Though the draft text was put together in record time due to the enthusiasm and involvement of the negotiators, it isn’t very remarkable. Perhaps negotiators are trying to win back some goodwill for the UN climate process after the poor show put up during and after the COP 10, at Copenhagen in 2009. In the Geneva Text, as it is called, there is some consensus amongst Mexico, Uganda, Chile, Bolivia, Tuvalu, the EU and other countries to include ‘strong language on human rights’. So, different sections of the text mention the rights of indigenous people and gender equality.
But it isn’t anywhere near to being a coherent, standalone agreement. It is just a “negotiating text” that does not “indicate agreement as to the structure or organization of the agreement, or which provisions should appear in the agreement versus in decisions adopted in Paris or thereafter”.
Now, the scientific group has to go through it, the loss and damage guys will vet it in Warsaw, the adaptation plans of each country will be scrutinised in June, the finance guys have to put in some numbers and finally, it has to be okayed by the political bosses in Paris.
The World Wants to Know
Everyone from Barack Obama to Arnold Schwarzenegger has given India an earful about cutting fossil fuel dependence and doing something about climate change. And since the US and China signed a historic emissions reducing treaty, right before the Lima conference last year, the world is turning to next-in-line emitter- India, to deliver some spectacular emissions reduction targets.

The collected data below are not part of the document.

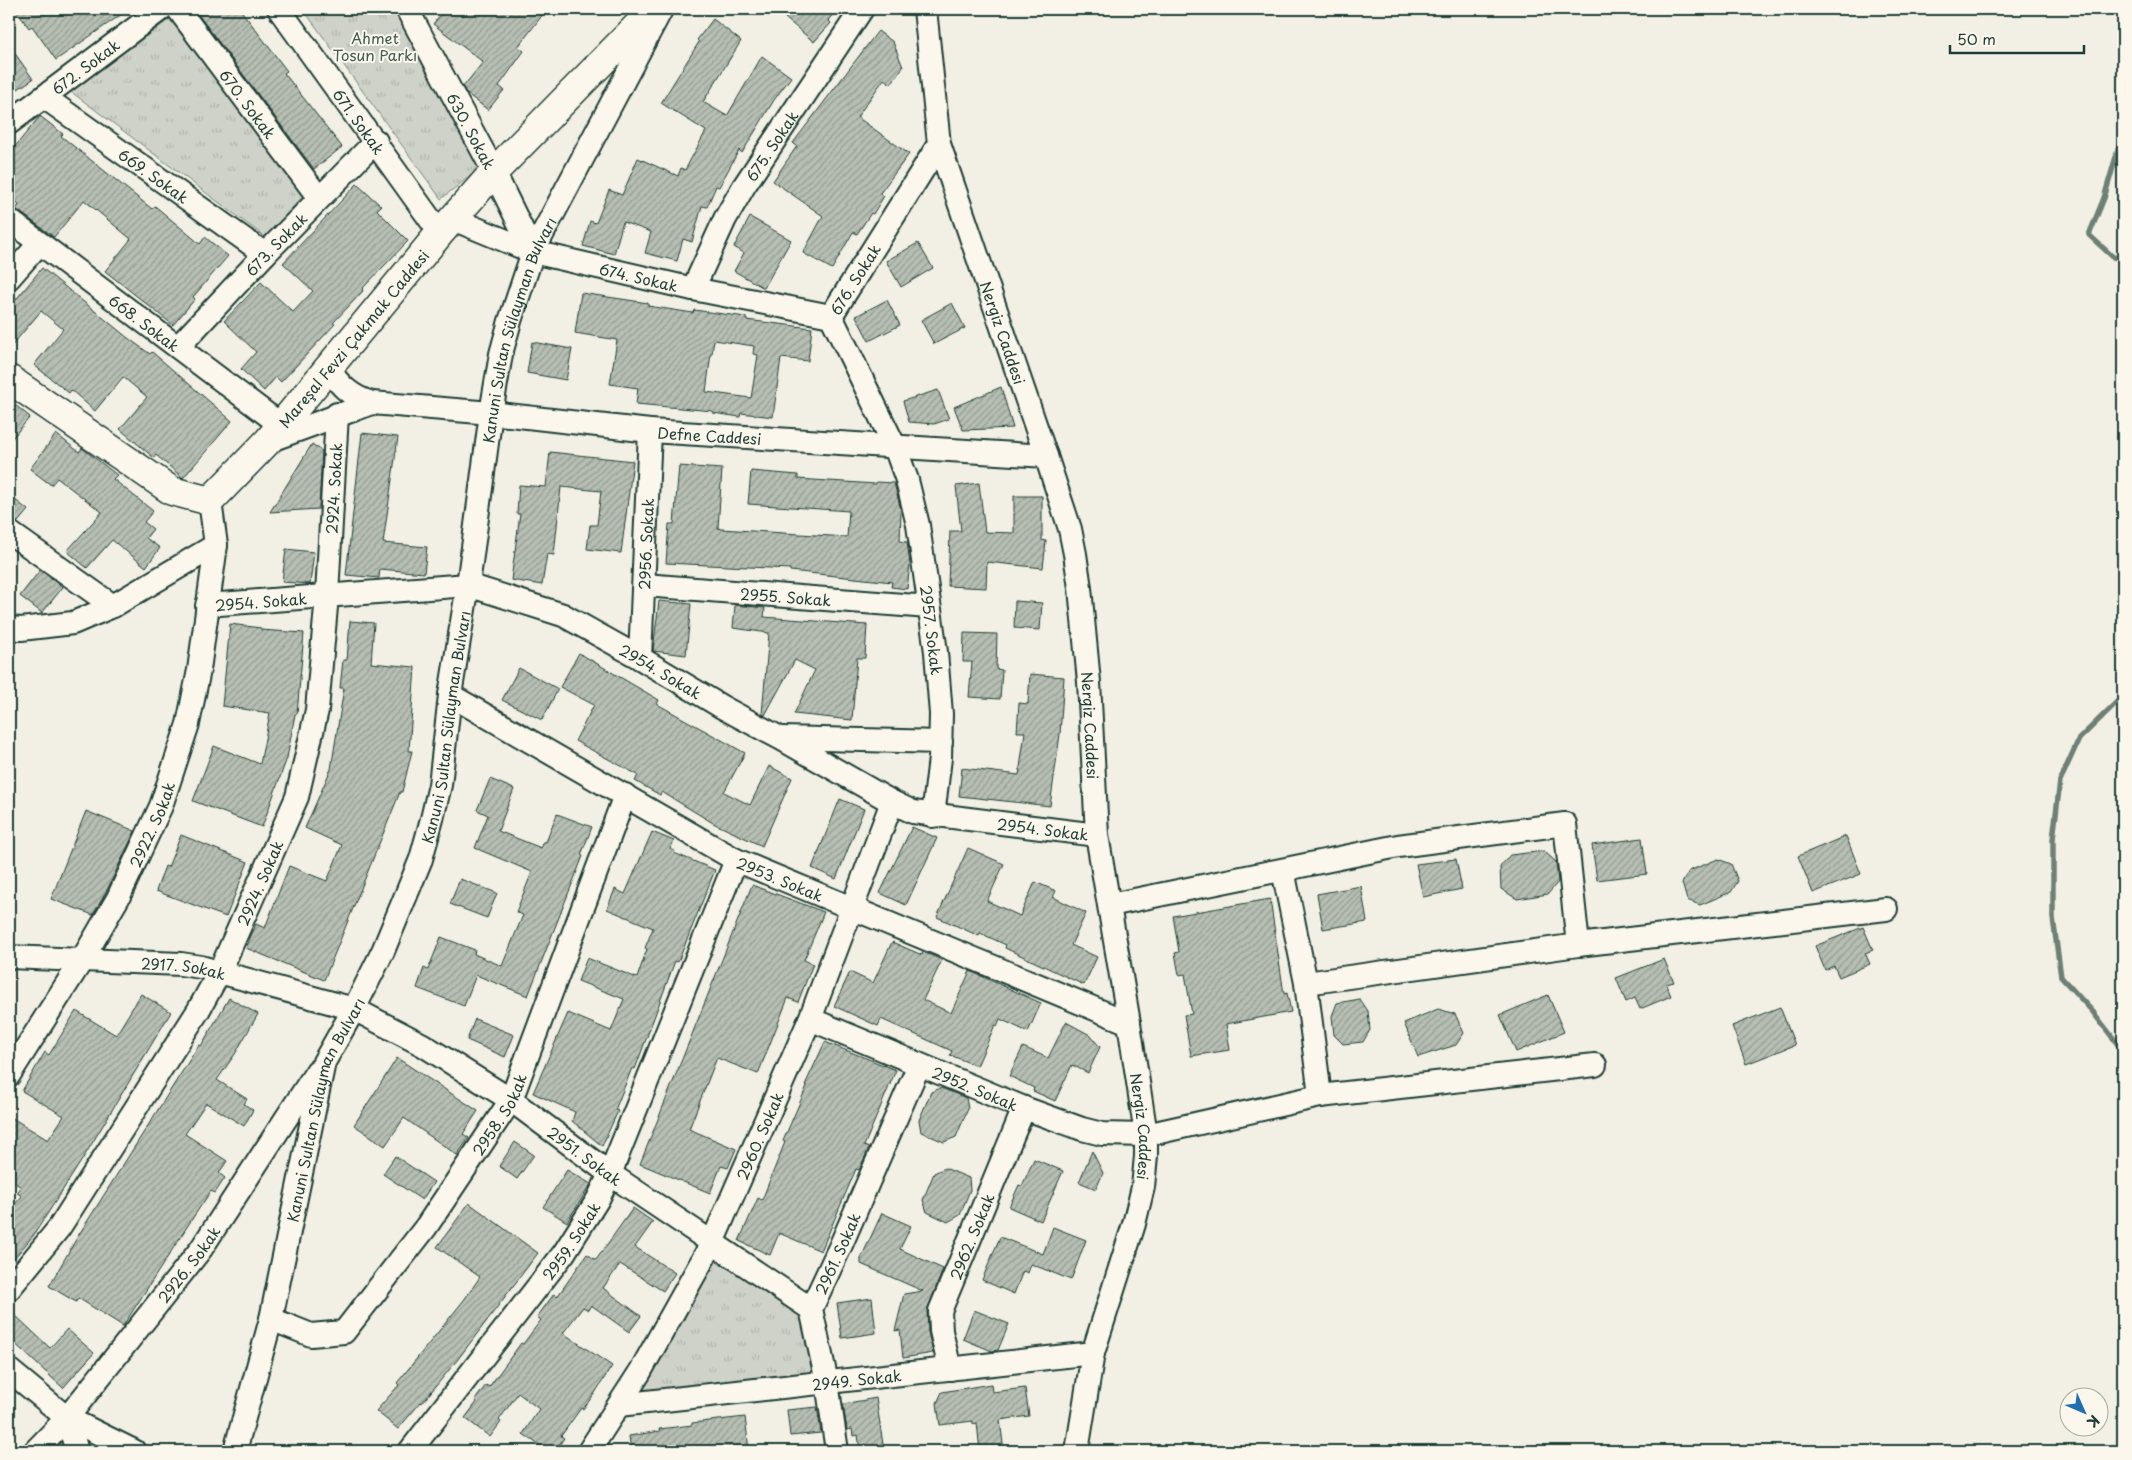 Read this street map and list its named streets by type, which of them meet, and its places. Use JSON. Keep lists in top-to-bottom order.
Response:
{
  "streets": {
    "main road": ["Mareşal Fevzi Çakmak Caddesi"],
    "street": [
      "672. Sokak",
      "670. Sokak",
      "671. Sokak",
      "630. Sokak",
      "675. Sokak",
      "669. Sokak",
      "673. Sokak",
      "674. Sokak",
      "676. Sokak",
      "668. Sokak",
      "Kanuni Sultan Sülayman Bulvarı",
      "Nergiz Caddesi",
      "Defne Caddesi",
      "2924. Sokak",
      "2956. Sokak",
      "2955. Sokak",
      "2954. Sokak",
      "2957. Sokak",
      "2922. Sokak",
      "2953. Sokak",
      "2917. Sokak",
      "2952. Sokak",
      "2958. Sokak",
      "2960. Sokak",
      "2951. Sokak",
      "2962. Sokak",
      "2959. Sokak",
      "2961. Sokak",
      "2926. Sokak",
      "2949. Sokak"
    ]
  },
  "crossings": [
    ["672. Sokak", "669. Sokak"],
    ["670. Sokak", "673. Sokak"],
    ["671. Sokak", "673. Sokak"],
    ["671. Sokak", "674. Sokak"],
    ["671. Sokak", "Mareşal Fevzi Çakmak Caddesi"],
    ["630. Sokak", "674. Sokak"],
    ["630. Sokak", "Kanuni Sultan Sülayman Bulvarı"],
    ["630. Sokak", "Mareşal Fevzi Çakmak Caddesi"],
    ["675. Sokak", "674. Sokak"],
    ["669. Sokak", "673. Sokak"],
    ["673. Sokak", "668. Sokak"],
    ["674. Sokak", "676. Sokak"],
    ["674. Sokak", "Kanuni Sultan Sülayman Bulvarı"],
    ["674. Sokak", "Mareşal Fevzi Çakmak Caddesi"],
    ["676. Sokak", "Nergiz Caddesi"],
    ["676. Sokak", "Defne Caddesi"],
    ["676. Sokak", "2957. Sokak"],
    ["668. Sokak", "Mareşal Fevzi Çakmak Caddesi"],
    ["Kanuni Sultan Sülayman Bulvarı", "Defne Caddesi"],
    ["Kanuni Sultan Sülayman Bulvarı", "2954. Sokak"],
    ["Kanuni Sultan Sülayman Bulvarı", "2953. Sokak"],
    ["Kanuni Sultan Sülayman Bulvarı", "2917. Sokak"],
    ["Kanuni Sultan Sülayman Bulvarı", "2958. Sokak"],
    ["Kanuni Sultan Sülayman Bulvarı", "2951. Sokak"],
    ["Kanuni Sultan Sülayman Bulvarı", "2926. Sokak"],
    ["Nergiz Caddesi", "Defne Caddesi"],
    ["Nergiz Caddesi", "2954. Sokak"],
    ["Nergiz Caddesi", "2953. Sokak"],
    ["Nergiz Caddesi", "2952. Sokak"],
    ["Nergiz Caddesi", "2949. Sokak"],
    ["Defne Caddesi", "2956. Sokak"],
    ["Defne Caddesi", "2957. Sokak"],
    ["2924. Sokak", "2954. Sokak"],
    ["2924. Sokak", "2917. Sokak"],
    ["2956. Sokak", "2955. Sokak"],
    ["2956. Sokak", "2954. Sokak"],
    ["2955. Sokak", "2957. Sokak"],
    ["2954. Sokak", "2957. Sokak"],
    ["2954. Sokak", "2922. Sokak"],
    ["2954. Sokak", "2960. Sokak"],
    ["2922. Sokak", "2917. Sokak"],
    ["2953. Sokak", "2958. Sokak"],
    ["2953. Sokak", "2960. Sokak"],
    ["2953. Sokak", "2959. Sokak"],
    ["2917. Sokak", "2951. Sokak"],
    ["2952. Sokak", "2960. Sokak"],
    ["2952. Sokak", "2962. Sokak"],
    ["2952. Sokak", "2961. Sokak"],
    ["2958. Sokak", "2951. Sokak"],
    ["2960. Sokak", "2951. Sokak"],
    ["2960. Sokak", "2949. Sokak"],
    ["2951. Sokak", "2959. Sokak"],
    ["2951. Sokak", "2961. Sokak"],
    ["2962. Sokak", "2949. Sokak"],
    ["2961. Sokak", "2949. Sokak"]
  ],
  "parks": ["Ahmet Tosun Parkı"],
  "scale_bar": "50 m",
  "north": "bottom right"
}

But India is really in no position to take on ambitious emissions cuts and move away from fossil fuels, what with a large poor population to provide for. International pressure on India to take up ambitious emission cuts because of its growing economy, sheer size and population is not new.

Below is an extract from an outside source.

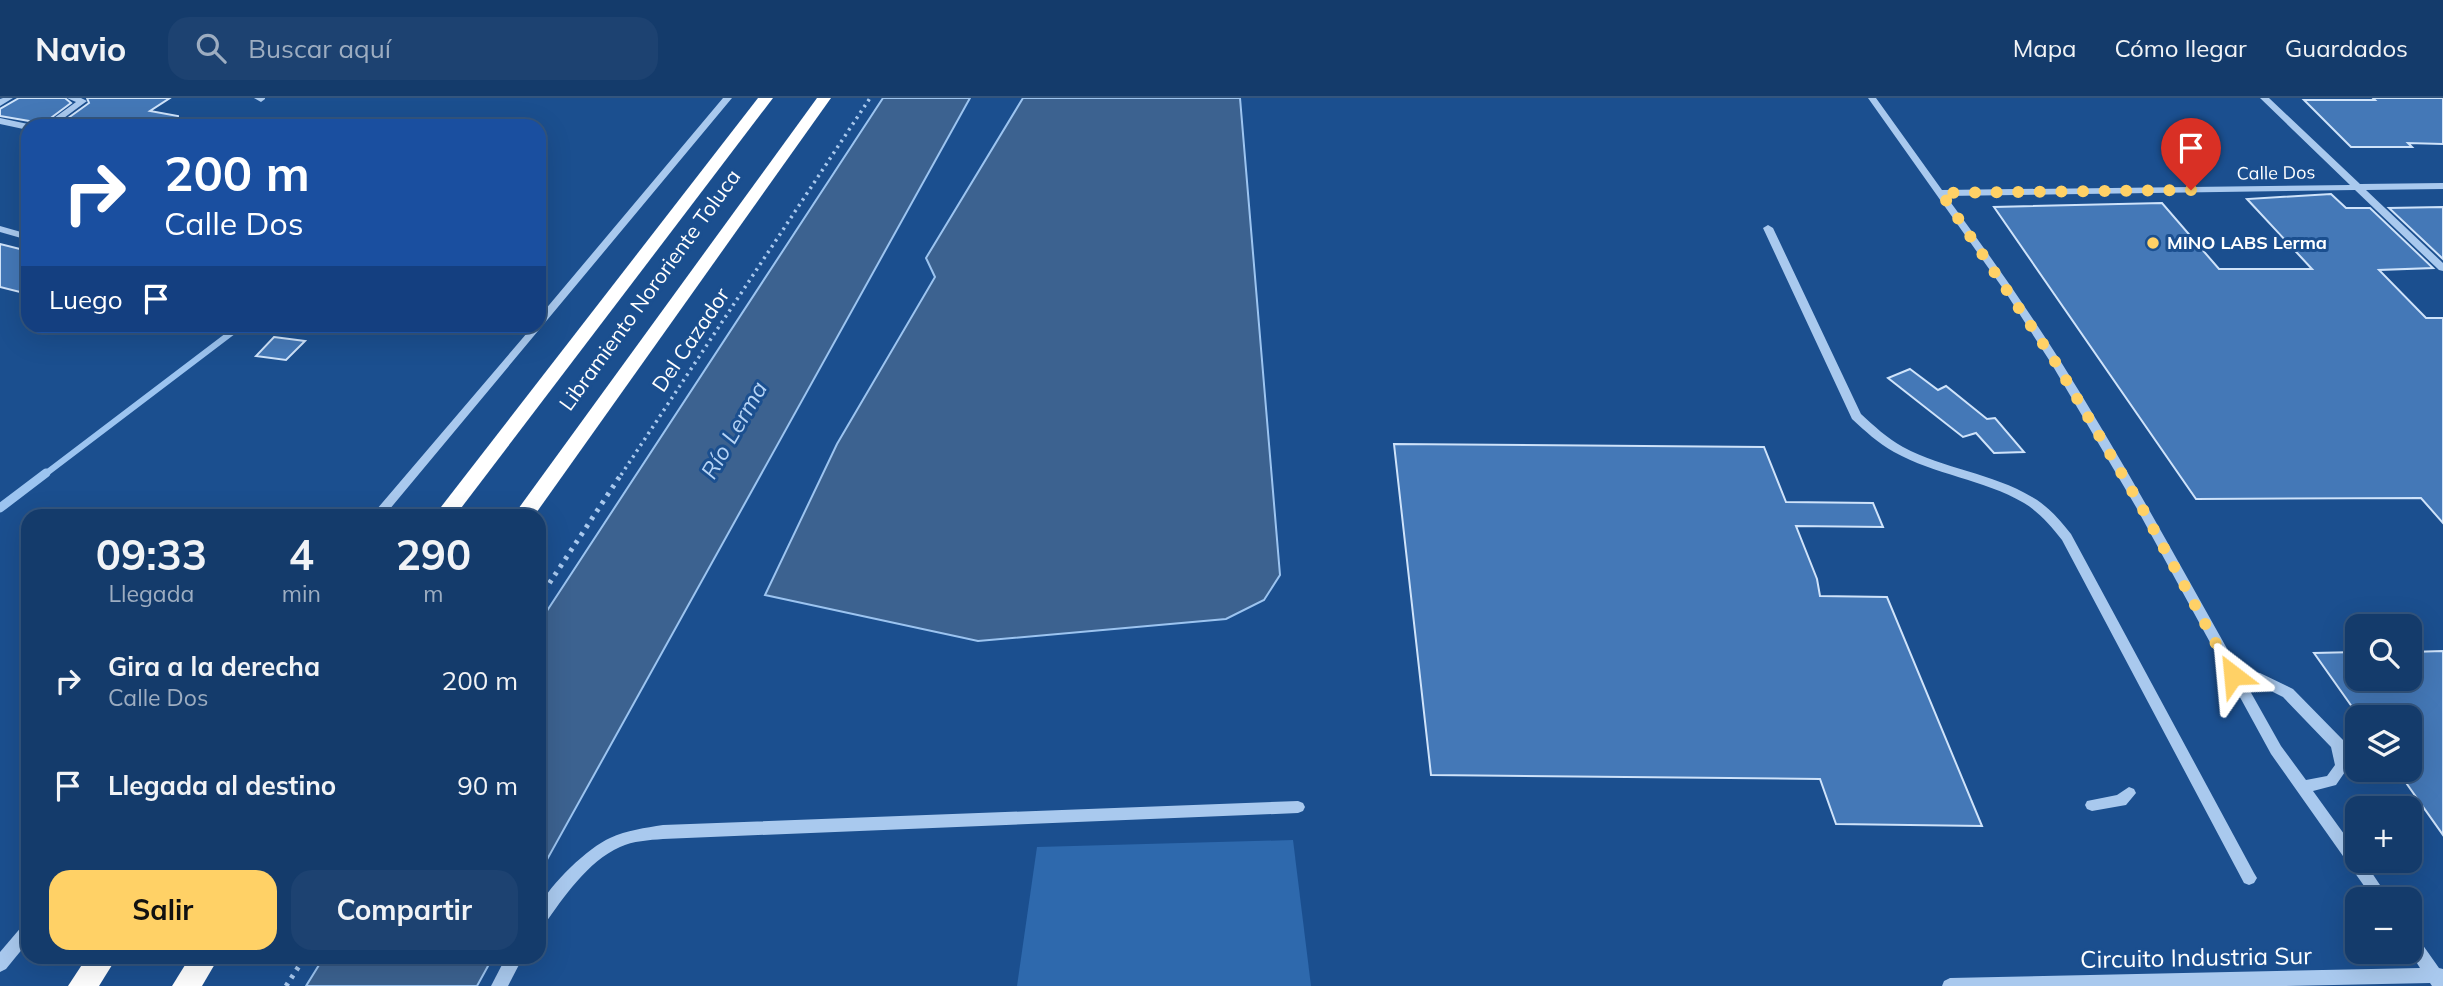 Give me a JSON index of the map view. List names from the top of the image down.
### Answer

India, along with other parties, maintains that countries historically responsible for the carbon already up in the air take on higher emissions cuts, and more responsibility, than those not-so-responsible for existing carbon emissions. So that countries take on cuts with ‘Common but Differentiated Responsibility’ (CBDR).
First, the Heads of States will gather in Addis Ababa in July to discuss Financing for Development. Then head to crowd the United Nations General Assembly in New York to talk about a post-2015 sustainable development process in September.

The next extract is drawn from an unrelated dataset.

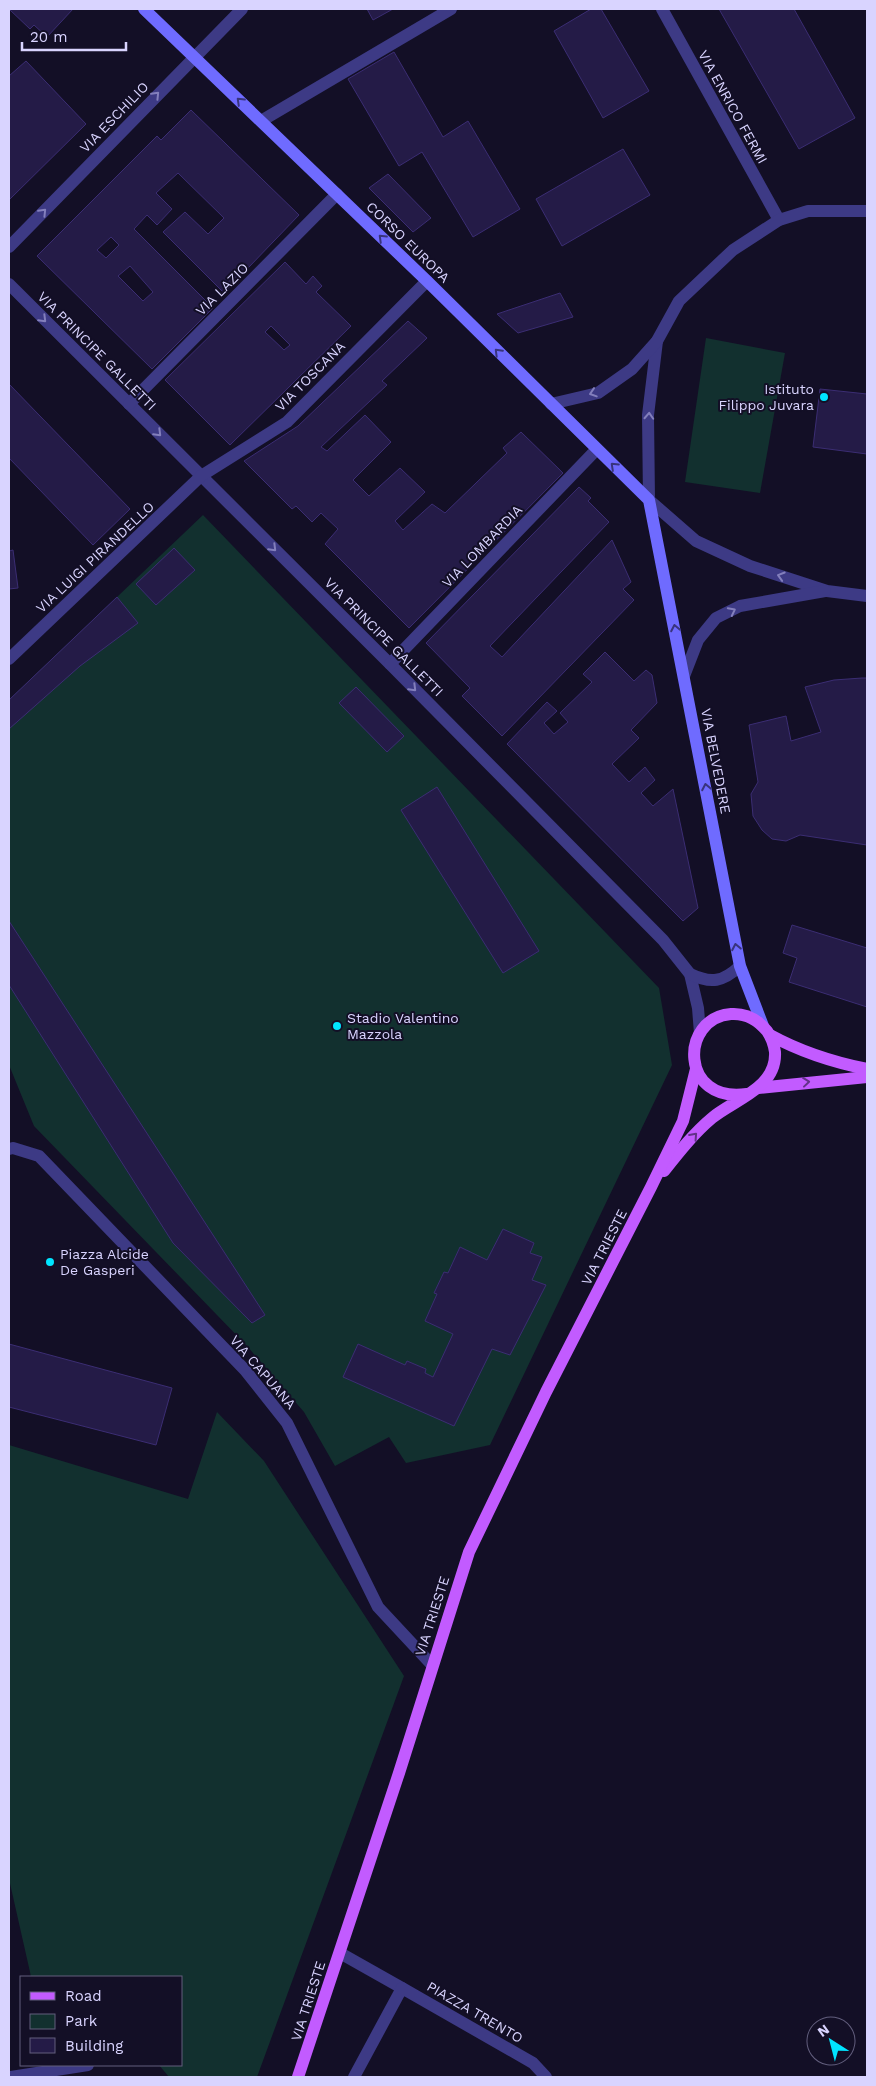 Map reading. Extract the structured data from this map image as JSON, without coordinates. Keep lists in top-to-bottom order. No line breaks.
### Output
{"streets":{"main road":["VIA TRIESTE"],"street":["VIA ENRICO FERMI","VIA ESCHILIO","CORSO EUROPA","VIA LAZIO","VIA PRINCIPE GALLETTI","VIA TOSCANA","VIA LOMBARDIA","VIA LUIGI PIRANDELLO","VIA BELVEDERE","VIA CAPUANA","PIAZZA TRENTO"]},"crossings":[["VIA ESCHILIO","CORSO EUROPA"],["CORSO EUROPA","VIA LAZIO"],["CORSO EUROPA","VIA TOSCANA"],["CORSO EUROPA","VIA LOMBARDIA"],["CORSO EUROPA","VIA BELVEDERE"],["VIA LAZIO","VIA PRINCIPE GALLETTI"],["VIA PRINCIPE GALLETTI","VIA TOSCANA"],["VIA PRINCIPE GALLETTI","VIA LOMBARDIA"],["VIA PRINCIPE GALLETTI","VIA LUIGI PIRANDELLO"],["VIA PRINCIPE GALLETTI","VIA BELVEDERE"],["VIA TOSCANA","VIA LUIGI PIRANDELLO"],["VIA TRIESTE","VIA CAPUANA"],["VIA TRIESTE","PIAZZA TRENTO"]],"one_way":["VIA ESCHILIO","CORSO EUROPA","VIA PRINCIPE GALLETTI","VIA BELVEDERE"],"places":["Istituto Filippo Juvara","Stadio Valentino Mazzola","Piazza Alcide De Gasperi"],"legend":["Road","Park","Building"],"scale_bar":"20 m","north":"top left"}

What I don’t understand is why we need three separate tangential meetings when without finance or sustainable development we cannot prepare for climate change or avert related disaster. If climate change kicks our butt, we will need ever increasing amounts of finance to even dream of sustainable development. And climate-proof development is essentially sustainable development. You get the picture, right? It is all an interconnected web of issues.
But we can always hope that the outcomes of all these meetings will have a productive bearing on the outcome of the crucial Paris meeting.
And Paris should be interesting, otherwise too. It is the first time that Prime Minister Modi will be looked upon to make some decisions regarding climate change on the international stage, with all his newfound friends watching closely.